Since I have a month until I have to turn my dissertation in, and I will find this belief motivating whether it turns out to be true or not, I’m going to allow myself to believe that most of my current bad feelings are due to grad school. I’m still in the tunnel. I need to focus on getting out of the tunnel. Pretty much every other plan or self-reflection can and should wait until then. Fingers crossed that everything makes sense when I’m back in the light.

8 thoughts on “Maybe it’s not me– it’s grad school

  1. >I have a bias against blaming external circumstances.

    Same! I’ve gotten better about it over time. I used to spend 2+ years not blaming external circumstances. Now I blame them within months instead of years

    Think grad school is the cause. You might not feel better immediately after defense but over time, the negative thought patterns from grad school will fade away

    Liked by 1 person

  2. Go Holly! 🙂

    Side note: This stuff about grad school causing depression makes me wonder if it is actually the best way to do science? Like, could someone set up an alternate system where scientific progress happens much faster because people are happy and creative instead of depressed?

    Liked by 1 person

    1. I wonder that, too. Adjusting to working alone without tons of help may be necessary, and it may necessarily suck. There are a lot of things about the structure of academia that exacerbate the suckage, though, mostly to do with people’s titles and assigning priority and credit. It makes the game very glory-focused and lonely by default. But that may be better for innovation. Idk.

      What’s most important for me is just remembering that it’s hard. It just doesn’t *seem* like grad school should be hard, and yet it obviously is. It’s easy to be exasperated with yourself for having a hard time on top of everything else.

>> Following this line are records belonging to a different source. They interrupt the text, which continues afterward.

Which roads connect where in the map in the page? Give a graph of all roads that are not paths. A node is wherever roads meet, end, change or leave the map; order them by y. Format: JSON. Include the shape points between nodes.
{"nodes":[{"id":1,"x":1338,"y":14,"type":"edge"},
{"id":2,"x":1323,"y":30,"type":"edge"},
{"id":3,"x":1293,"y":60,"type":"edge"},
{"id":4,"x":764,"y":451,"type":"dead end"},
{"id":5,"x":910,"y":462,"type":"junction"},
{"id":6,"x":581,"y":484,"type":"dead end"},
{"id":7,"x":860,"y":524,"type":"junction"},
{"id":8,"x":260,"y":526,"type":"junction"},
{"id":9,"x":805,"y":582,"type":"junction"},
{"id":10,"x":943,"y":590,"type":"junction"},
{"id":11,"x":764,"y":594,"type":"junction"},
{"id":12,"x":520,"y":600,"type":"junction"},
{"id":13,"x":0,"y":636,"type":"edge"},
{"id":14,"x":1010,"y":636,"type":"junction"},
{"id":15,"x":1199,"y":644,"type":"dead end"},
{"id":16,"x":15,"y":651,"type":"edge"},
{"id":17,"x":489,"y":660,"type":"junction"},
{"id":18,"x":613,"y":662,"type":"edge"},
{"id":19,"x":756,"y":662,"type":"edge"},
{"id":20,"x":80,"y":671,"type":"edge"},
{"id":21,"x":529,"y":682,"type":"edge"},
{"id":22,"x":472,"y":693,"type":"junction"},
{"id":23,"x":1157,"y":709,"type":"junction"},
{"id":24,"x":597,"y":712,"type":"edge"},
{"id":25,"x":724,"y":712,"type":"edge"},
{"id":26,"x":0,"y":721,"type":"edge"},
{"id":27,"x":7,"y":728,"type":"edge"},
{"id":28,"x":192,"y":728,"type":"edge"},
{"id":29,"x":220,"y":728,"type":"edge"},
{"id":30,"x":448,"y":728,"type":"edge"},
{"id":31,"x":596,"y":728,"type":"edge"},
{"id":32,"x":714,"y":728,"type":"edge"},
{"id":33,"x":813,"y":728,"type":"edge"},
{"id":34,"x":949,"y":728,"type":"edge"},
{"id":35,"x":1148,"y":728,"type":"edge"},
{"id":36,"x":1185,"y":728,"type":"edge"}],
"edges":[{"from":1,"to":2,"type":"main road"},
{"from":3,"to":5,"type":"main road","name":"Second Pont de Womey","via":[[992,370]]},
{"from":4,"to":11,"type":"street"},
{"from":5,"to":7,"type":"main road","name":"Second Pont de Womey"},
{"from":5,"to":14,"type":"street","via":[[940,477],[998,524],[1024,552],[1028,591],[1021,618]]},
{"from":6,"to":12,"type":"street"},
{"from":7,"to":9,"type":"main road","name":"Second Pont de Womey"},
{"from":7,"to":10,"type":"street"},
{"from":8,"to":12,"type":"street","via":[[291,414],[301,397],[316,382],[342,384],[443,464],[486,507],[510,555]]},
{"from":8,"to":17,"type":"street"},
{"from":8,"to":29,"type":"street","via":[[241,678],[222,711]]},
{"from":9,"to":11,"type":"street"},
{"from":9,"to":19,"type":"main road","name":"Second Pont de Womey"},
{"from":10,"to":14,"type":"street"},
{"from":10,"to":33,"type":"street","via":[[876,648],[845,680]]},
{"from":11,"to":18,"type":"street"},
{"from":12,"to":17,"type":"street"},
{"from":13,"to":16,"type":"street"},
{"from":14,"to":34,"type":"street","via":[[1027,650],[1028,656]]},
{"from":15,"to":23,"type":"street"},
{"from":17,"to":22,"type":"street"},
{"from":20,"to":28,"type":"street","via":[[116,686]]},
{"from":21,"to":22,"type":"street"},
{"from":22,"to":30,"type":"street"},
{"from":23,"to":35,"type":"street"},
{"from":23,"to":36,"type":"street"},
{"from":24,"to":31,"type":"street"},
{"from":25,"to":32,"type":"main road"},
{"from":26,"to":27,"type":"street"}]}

  3. I am only doing a master’s program but I can say that I’ve already had to work harder than I ever did in the “real” world and that I’ve had to really focus on self-care in order to not slip into some of my anxious patterns. I also have a major bias against blaming external circumstances but I think grad school merits an exception.

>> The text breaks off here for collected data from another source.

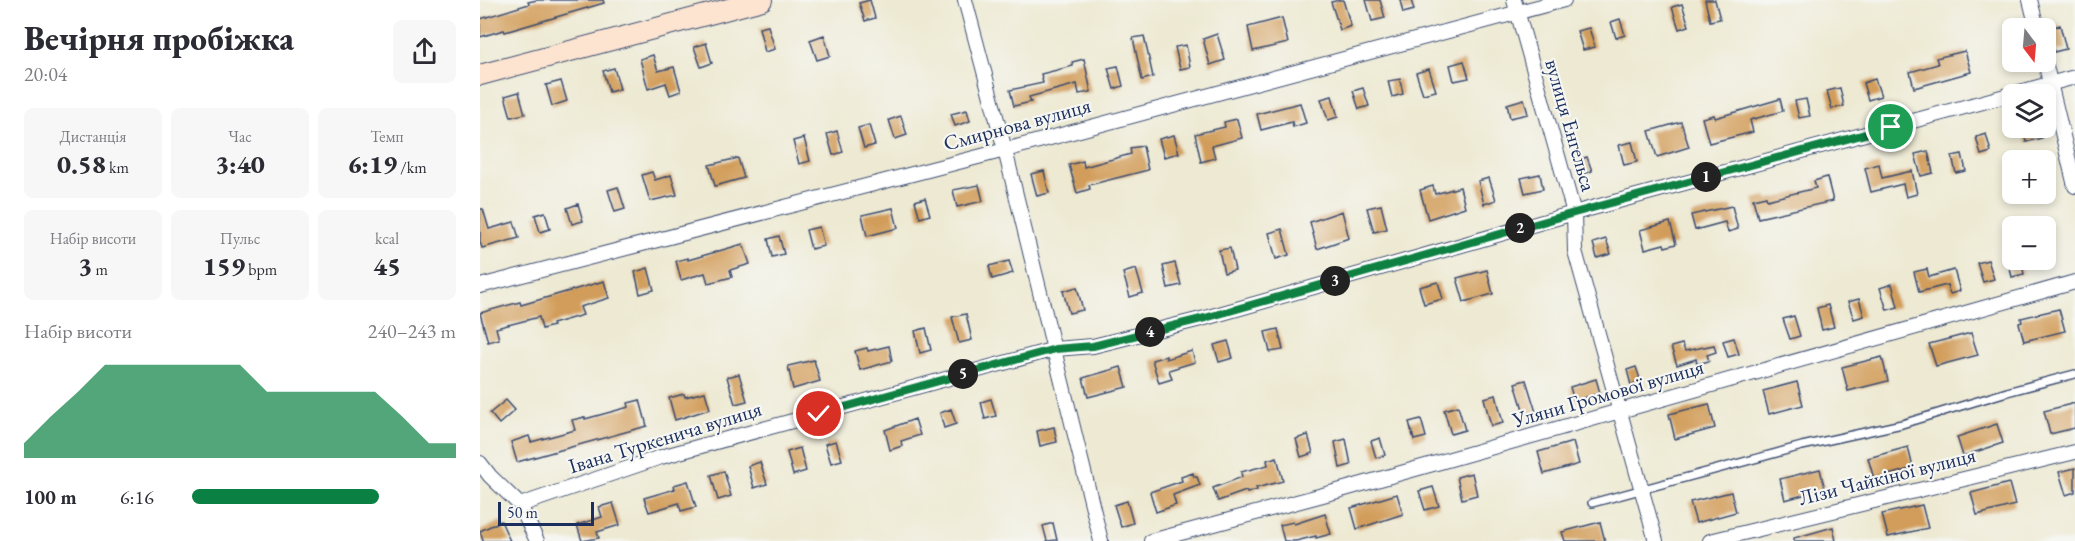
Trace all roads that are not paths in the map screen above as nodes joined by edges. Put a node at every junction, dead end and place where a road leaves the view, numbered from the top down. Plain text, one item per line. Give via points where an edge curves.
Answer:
1 (762, 0) edge
2 (965, 0) edge
3 (1564, 0) edge
4 (2030, 0) edge
5 (1515, 6) edge
6 (2034, 18) edge
7 (2047, 72) edge
8 (480, 75) edge
9 (2075, 77) edge
10 (2050, 84) joint
11 (2002, 97) edge
12 (2056, 108) edge
13 (1005, 150) junction
14 (2075, 186) edge
15 (1574, 213) junction
16 (2075, 282) edge
17 (480, 286) edge
18 (1055, 349) junction
19 (2075, 374) edge
20 (1618, 411) junction
21 (2075, 452) edge
22 (480, 463) edge
23 (1641, 489) junction
24 (1592, 503) dead end
25 (520, 506) junction
26 (537, 541) edge
27 (1101, 541) edge
28 (1151, 541) edge
29 (1656, 541) edge
30 (1710, 541) edge

1 - 8 street
2 - 13 street
3 - 5 street, Смирнова вулиця
4 - 6 street
5 - 13 street, Смирнова вулиця
5 - 15 street, вулиця Енгельса
7 - 10 street
9 - 10 street, Івана Туркенича вулиця
11 - 15 street, Івана Туркенича вулиця
12 - 14 street
13 - 17 street, Смирнова вулиця
13 - 18 street
15 - 18 street, Івана Туркенича вулиця via 1205,318 1093,346
15 - 20 street, вулиця Енгельса via 1575,251
16 - 20 street, Уляни Громової вулиця
18 - 25 street, Івана Туркенича вулиця via 661,457
18 - 27 street
19 - 23 lane via 1902,424
20 - 23 street, вулиця Енгельса
20 - 28 street, Уляни Громової вулиця
21 - 30 street, Лізи Чайкіної вулиця
22 - 25 street
23 - 24 lane
23 - 29 street, вулиця Енгельса
25 - 26 street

    I have heard a lot of negative accounts of PhD programs in particular. I wish there were a better way but it basically seems like the only game in town for now.

    Liked by 1 person

    1. The hardest part about the PhD has been, for me, the parts that don’t seem like they should be hard. The unstructured time, having free rein to do things by yourself, getting to do research as your job— all of that stuff sounded great to me! The ways the isolation, lack of structure, and lack of regular feedback make me anxious and depressed just aren’t intuitive at all. And when I am in a bad way, I have contempt for myself because I can’t point to the hard things I’m up against.